Use dbutils.fs.refreshMounts() to refresh mount points before referencing a DBFS path in your Spark job.

Written by Gobinath.Viswanathan

Last published at: April 11th, 2023

Problem

Your Apache Spark jobs are failing with a FileReadException error when attempting to read files on DBFS (Databricks File System) mounted paths.

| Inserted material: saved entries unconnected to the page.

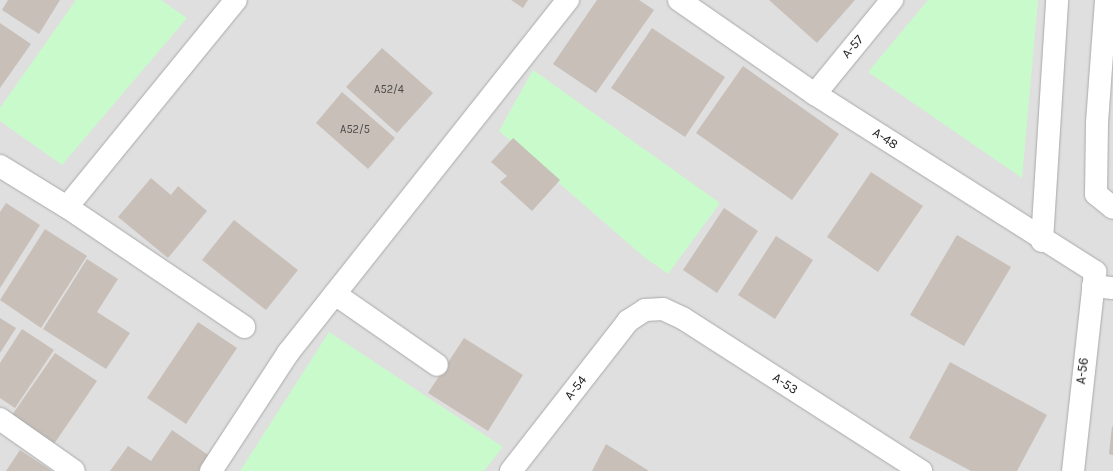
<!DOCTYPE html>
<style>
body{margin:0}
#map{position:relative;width:1113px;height:471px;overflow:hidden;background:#f2efe9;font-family:Karla,sans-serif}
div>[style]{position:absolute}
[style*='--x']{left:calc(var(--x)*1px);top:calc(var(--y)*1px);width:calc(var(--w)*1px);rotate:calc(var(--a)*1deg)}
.residential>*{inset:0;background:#e0dfdf}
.park>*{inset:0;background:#c8facc}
.building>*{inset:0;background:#c7bfb8}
.roads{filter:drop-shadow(0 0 1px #a9a9a9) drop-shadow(0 0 1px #a9a9a9)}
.minor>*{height:22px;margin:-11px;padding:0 11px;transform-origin:11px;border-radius:11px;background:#fff}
span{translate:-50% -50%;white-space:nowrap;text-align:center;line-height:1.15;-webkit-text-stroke:4px #fff;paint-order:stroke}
.number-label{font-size:11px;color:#4b4948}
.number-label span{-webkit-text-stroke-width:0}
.street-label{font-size:13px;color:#222}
</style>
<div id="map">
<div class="residential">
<div style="clip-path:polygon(0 0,1113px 0,1113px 471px,0 471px)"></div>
</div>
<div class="park">
<div style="clip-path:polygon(76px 0,161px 0,187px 18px,62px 165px,0 121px,0 108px)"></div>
<div style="clip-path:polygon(928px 0,1038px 0,1022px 178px,868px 72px)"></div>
<div style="clip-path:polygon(533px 70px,720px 203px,668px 274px,644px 257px,499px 131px)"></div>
<div style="clip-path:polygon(329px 332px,503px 447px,484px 471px,240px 471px)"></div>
</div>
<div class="building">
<div style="clip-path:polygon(8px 0,60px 0,39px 34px,2px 10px)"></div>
<div style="clip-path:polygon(511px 0,528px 0,523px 8px)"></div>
<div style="clip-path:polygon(597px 0,639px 0,654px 10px,596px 93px,553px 64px)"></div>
<div style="clip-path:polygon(769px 0,855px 0,817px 43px)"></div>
<div style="clip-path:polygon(0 23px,31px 44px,0 88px)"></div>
<div style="clip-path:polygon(652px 28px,725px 77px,685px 137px,611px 88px)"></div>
<div style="clip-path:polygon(382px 48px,433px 93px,397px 133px,346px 87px)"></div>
<div style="clip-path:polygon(743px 66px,839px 134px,792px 200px,696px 133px)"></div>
<div style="clip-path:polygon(342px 92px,395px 138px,368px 169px,316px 123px)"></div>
<div style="clip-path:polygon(513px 138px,560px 180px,532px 211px,500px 182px,507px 176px,491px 162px)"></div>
<div style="clip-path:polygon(871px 172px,923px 206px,878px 272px,827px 237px)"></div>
<div style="clip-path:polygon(151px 178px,171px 195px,178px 186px,207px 211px,168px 258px,118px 217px)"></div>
<div style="clip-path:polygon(6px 203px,40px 225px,0 288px,0 212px)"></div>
<div style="clip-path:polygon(724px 208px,758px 231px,717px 293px,683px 270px)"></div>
<div style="clip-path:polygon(234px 220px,298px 270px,266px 310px,202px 260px)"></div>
<div style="clip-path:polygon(45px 229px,87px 256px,41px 328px,0 300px)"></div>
<div style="clip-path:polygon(957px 235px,1011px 267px,964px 346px,910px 315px)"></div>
<div style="clip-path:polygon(776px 236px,813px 260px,775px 319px,738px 295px)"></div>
<div style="clip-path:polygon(87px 259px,118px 279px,97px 312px,130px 333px,106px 369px,43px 329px)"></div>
<div style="clip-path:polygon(0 318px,16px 328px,0 353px)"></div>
<div style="clip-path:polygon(198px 322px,237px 348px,186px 424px,147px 398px)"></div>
<div style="clip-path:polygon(22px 329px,54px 350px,15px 408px,0 398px,0 363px)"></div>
<div style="clip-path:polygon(464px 338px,523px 375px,488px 431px,428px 393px)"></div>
<div style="clip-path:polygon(55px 353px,97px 381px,54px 444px,12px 415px)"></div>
<div style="clip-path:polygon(950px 362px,1047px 415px,1017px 471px,971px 471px,909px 438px)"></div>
<div style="clip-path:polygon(1112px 426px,1113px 427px,1113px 455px,1109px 454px)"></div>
<div style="clip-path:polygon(172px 430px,211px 457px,201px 471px,110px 471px,128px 446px,151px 461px)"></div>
<div style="clip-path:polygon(606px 444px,649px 471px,592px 471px)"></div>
<div style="clip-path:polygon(20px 450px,52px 471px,6px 471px)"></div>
</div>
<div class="roads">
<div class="minor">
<div style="--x:679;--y:0;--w:165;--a:34.7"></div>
<div style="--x:815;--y:94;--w:332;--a:32.4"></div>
<div style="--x:1095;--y:272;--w:200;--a:96.3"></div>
<div style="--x:1106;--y:0;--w:124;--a:94.2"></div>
<div style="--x:1097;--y:124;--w:70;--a:90.8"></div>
<div style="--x:1096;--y:194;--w:22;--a:39"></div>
<div style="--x:815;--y:94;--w:122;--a:-50.7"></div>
<div style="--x:0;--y:166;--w:79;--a:31.5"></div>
<div style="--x:67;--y:207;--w:214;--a:34.1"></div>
<div style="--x:67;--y:207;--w:267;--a:-50.8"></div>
<div style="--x:1042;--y:241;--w:241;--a:-86.4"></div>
<div style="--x:1093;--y:286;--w:20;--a:6"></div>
<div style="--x:335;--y:294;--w:124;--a:34.8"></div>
<div style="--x:0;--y:419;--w:90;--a:35.1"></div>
<div style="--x:211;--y:471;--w:141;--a:-56.9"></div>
<div style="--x:288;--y:353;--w:451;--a:-51.6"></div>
<div style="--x:511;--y:471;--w:190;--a:-52"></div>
<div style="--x:628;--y:321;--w:20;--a:-33"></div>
<div style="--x:645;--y:310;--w:18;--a:-3"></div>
<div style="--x:663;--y:309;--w:23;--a:25"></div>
<div style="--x:684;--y:319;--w:282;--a:32.7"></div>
</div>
</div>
<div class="number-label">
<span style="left:389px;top:90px">A52/4</span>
<span style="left:355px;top:130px">A52/5</span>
</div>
<div class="street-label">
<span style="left:853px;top:47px;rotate:-50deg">A-57</span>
<span style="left:885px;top:139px;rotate:33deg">A-48</span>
<span style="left:1083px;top:371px;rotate:-83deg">A-56</span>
<span style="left:785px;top:384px;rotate:33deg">A-53</span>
<span style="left:576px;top:388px;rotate:-52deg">A-54</span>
</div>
</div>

org.apache.spark.SparkException: Job aborted due to stage failure: Task x in stage y failed n times, most recent failure: Lost task 0.3 in stage 141.0 (TID 770) (x.y.z.z executor 0): com.databricks.sql.io.FileReadException: Error while reading file dbfs:/mnt/Cloudfolder/folder1/silver_table/part-00000-twerrx-abcd-4538-ae46-87041a4fxxxx-c000.snappy.parquet

Cause

A FileReadException error can occur when a job dynamically handles mounts. When a series of mounts and unmounts happen for the same path in the same workspace, the driver and the executors can end up with different paths at the same mount point, depending on when the cluster was started and/or the mount was initialized.

Solution

To prevent the error from occurring, you need to include the dbutils.fs.refreshMounts() command in your Spark job before you reference a DBFS path.

The dbutils.fs.refreshMounts() command refreshes the mount points in the current workspace. This ensures that the executors and driver have a current and consistent view of the mount, regardless of when the cluster was started and/or the mount was initialized.

For more information, please review the dbutils.fs.refreshMounts() documentation (AWS | Azure | GCP).

Delete

Info

If possible, you should refer to the direct path of the storage URI when running streaming jobs. If you have to use mounts, try to avoid repeated mounting and unmounting.